Len Wein went to a preview of the movie based on Frank Miller’s graphic novel 300, and has a very positive review of it up on his blog. "The story is one of history’s great tales of heroism and sacrifice and this film definitely does it justice… One word of caution, though: this film is as graphically violent as any I’ve seen."
Graphic violence, from a Frank Miller graphic novel? How unexpected!
Scott Dutton is Defending Skataris, where he tries to analyze why DC’s recent revival of The Warlord didn’t work. I have my own suspicions, but you can’t have Mike Grell, he’s busy. On the other hand, if Dwayne McDuffie can do what he did in Justice League Unlimited…
UPDATE: It seems that Alex Ness is asking the same question.
Neil Kleid reports on the panel in which he’ll be participating at the New York Comic Con, "The Jewish Side of Comics." Guess what they’ll be talking about? Don’t worry, it’s not on shabbos. On the other hand, nu, would it hurt them to have bagels? Or a maidele or two like Leela Corman (to talk about Unterzachen, her graphic novel in progress about twin sisters in the turn-of-the-last-century Lower East Side)?
Prior to becoming the center of the comic book world with the New York Comic Con, the Javits Center plays host to the 2007 American International Toy Fair this week (from February 11-14), and companies with comic-book tie-in toys are gearing up for their presentations. Hasbro has various Marvel-related offerings, Diamond and Dark Horse have exhibiting booths, but curiously the Toy Fair website makes no mention of McFarlane’s vast array of merchandise.
Welcome to ComicMix — well, phase one of ComicMix.
This is the part where I’m supposed to explain who and what we are. In order to do so, I’m going to have to do something I rarely do and generally avoid: I’m going to speak seriously.
I’d like to say "welcome to the 21st Century," but I’m seven years late and not quite that pretentious. So I’ll get down to the details. Phase one of ComicMix is a community based around news, information, opinion and blogging, covering the entire range of the comic art medium and those elements in the broader media that we all tend to enjoy. We add this because, contrary to old-time fan thinking, we do not live in a vacuum.
We post the news continuously, we post our columns daily, we post our information and background stuff incessantly, we post our all-new podcasts thrice-weekly (starting Tuesday, February 13th; as they used to say in Pogo, "Friday the 13th falls on a Tuesday this month"), and we run our blogs continuously and irrepressibly.
Here’s part of what happened: there was a security hole from one of our vendor’s products that exposed a lot of private company data that would only have gotten worse after launching.

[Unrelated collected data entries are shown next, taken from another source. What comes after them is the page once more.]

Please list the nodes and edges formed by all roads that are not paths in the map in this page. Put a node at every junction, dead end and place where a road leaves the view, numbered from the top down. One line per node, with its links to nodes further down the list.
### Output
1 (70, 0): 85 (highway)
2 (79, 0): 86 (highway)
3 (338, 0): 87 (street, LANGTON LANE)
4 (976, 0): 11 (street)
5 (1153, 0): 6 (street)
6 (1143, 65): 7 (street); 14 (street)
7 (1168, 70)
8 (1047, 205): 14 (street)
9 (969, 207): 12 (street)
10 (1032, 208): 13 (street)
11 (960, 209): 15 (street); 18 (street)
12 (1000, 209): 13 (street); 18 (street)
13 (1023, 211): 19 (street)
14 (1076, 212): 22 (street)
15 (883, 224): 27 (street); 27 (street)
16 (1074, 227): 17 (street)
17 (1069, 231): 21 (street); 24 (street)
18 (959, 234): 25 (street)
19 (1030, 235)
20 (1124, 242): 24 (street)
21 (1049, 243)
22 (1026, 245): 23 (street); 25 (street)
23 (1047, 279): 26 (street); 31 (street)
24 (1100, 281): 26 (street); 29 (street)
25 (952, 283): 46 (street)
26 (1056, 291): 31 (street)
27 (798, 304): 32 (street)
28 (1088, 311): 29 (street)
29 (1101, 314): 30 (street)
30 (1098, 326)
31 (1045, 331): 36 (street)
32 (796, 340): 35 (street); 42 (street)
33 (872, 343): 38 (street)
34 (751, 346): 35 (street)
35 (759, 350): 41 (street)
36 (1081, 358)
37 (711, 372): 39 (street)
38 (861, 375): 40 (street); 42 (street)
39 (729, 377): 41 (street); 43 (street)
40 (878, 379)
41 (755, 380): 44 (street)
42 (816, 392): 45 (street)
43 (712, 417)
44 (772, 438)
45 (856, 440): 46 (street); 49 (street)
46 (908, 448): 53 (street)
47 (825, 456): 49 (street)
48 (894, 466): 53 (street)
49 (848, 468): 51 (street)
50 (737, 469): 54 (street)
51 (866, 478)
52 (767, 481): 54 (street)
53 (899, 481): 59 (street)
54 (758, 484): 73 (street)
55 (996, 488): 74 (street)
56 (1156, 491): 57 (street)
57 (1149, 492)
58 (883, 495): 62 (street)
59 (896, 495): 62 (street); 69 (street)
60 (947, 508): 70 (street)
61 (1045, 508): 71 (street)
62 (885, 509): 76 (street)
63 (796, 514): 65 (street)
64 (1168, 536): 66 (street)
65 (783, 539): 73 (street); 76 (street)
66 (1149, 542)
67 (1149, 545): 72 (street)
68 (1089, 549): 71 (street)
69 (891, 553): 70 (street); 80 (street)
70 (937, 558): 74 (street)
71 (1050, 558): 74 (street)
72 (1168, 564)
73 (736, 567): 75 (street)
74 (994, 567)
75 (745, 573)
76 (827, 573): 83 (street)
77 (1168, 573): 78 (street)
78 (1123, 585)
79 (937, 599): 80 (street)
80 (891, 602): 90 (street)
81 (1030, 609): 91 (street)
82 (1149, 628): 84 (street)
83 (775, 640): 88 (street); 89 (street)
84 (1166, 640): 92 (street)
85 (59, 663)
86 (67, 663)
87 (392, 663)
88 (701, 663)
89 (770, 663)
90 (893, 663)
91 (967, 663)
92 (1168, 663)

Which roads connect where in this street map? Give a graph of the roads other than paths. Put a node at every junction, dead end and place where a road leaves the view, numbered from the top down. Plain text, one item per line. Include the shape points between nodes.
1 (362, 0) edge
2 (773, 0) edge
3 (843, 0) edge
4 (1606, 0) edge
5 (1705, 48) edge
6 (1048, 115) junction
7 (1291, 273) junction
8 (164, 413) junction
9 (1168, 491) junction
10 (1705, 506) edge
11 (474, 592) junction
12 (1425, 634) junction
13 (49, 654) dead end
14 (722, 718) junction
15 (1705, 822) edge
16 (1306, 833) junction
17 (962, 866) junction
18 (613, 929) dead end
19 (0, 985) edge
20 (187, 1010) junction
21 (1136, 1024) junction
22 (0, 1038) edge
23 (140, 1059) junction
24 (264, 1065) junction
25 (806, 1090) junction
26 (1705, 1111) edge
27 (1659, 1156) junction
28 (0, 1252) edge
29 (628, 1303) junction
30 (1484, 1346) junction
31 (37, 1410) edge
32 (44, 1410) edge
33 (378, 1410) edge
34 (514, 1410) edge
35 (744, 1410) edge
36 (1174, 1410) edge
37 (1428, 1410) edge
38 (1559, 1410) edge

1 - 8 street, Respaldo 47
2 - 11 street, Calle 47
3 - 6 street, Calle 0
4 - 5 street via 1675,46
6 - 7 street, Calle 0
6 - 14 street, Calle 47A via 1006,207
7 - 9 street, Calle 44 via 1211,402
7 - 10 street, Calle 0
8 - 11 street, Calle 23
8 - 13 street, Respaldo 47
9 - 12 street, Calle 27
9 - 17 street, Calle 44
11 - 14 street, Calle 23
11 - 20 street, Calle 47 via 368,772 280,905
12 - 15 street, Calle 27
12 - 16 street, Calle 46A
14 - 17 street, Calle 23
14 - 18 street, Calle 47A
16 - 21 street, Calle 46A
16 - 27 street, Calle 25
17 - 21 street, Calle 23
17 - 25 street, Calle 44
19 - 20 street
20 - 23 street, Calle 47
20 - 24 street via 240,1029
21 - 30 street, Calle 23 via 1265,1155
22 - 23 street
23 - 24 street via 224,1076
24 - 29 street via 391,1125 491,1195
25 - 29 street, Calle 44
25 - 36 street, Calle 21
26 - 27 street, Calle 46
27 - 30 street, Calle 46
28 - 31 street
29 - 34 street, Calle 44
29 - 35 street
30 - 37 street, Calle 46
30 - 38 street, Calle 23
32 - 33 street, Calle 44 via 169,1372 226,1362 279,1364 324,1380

So rather than put all that at risk, we waited until we could completely fix the problem. Now that we’re safe and secure, we’re happy to say hi.
Special thanks to Steve Horton for pointing out the initial problem. Take a look at his strip, Grounded Angel.
Cheryl Lynn decides to commemorate Black History Month by making "a list of all of the fabulous black women writers, artists and editors I know of who are kicking ass and taking names at Marvel, MAX, DC, MINX, CMX, Vertigo, Wildstorm, Image, Dark Horse, Oni Press, Fantagraphics, First Second, Avatar, SLG, Devil’s Due, Drawn & Quarterly, Tokyopop, VIZ and Del Rey."
The entire list is two names.
Can anyone else add to it? I’m out of practice since moving on from my Women Doing Comics list maintenance, but dang, there have to be more than two black women working for or at these companies.
Catch it whilst you can! Neil Gaiman reports that the more-or-less authorized Stardust movie website is back up. Stardust, of course, ties into Stardust the graphic novel by Neil and artist Charles Vess. Neil has also announced that Paramount has moved up the official release date of the Stardust movie to August 10 of this year. Considering the San Diego Comic-Con International is on July 26-29, I should think a debut showing there isn’t entirely out of the question.
And speaking of works by Neil, IESB’s Robert Sanchez asked director Joel Schumacher yesterday which comic book character he’d most love to tackle. "The response – Neil Gaiman’s Sandman!"
Cosmic avenger Nexus returns in July in his most intense story ever. After a ten year hiatus creators Mike Baron and Steve Rude have forged a Nexus that will take its place among the greatest comic book stories ever told. "Space Opera" unfolds on a galactic scale: a tale of life, love, hate, death, war, peace, betrayal, resurrection and the nature of faith. The first issue of "Space Opera" sees the birth of Horatio’s and Sundra’s child and the return of old enemies.
"Learning that Nexus is coming back is like hearing you’re going home again after years in the wilderness." — Neil Gaiman. Space Opera will be self-published.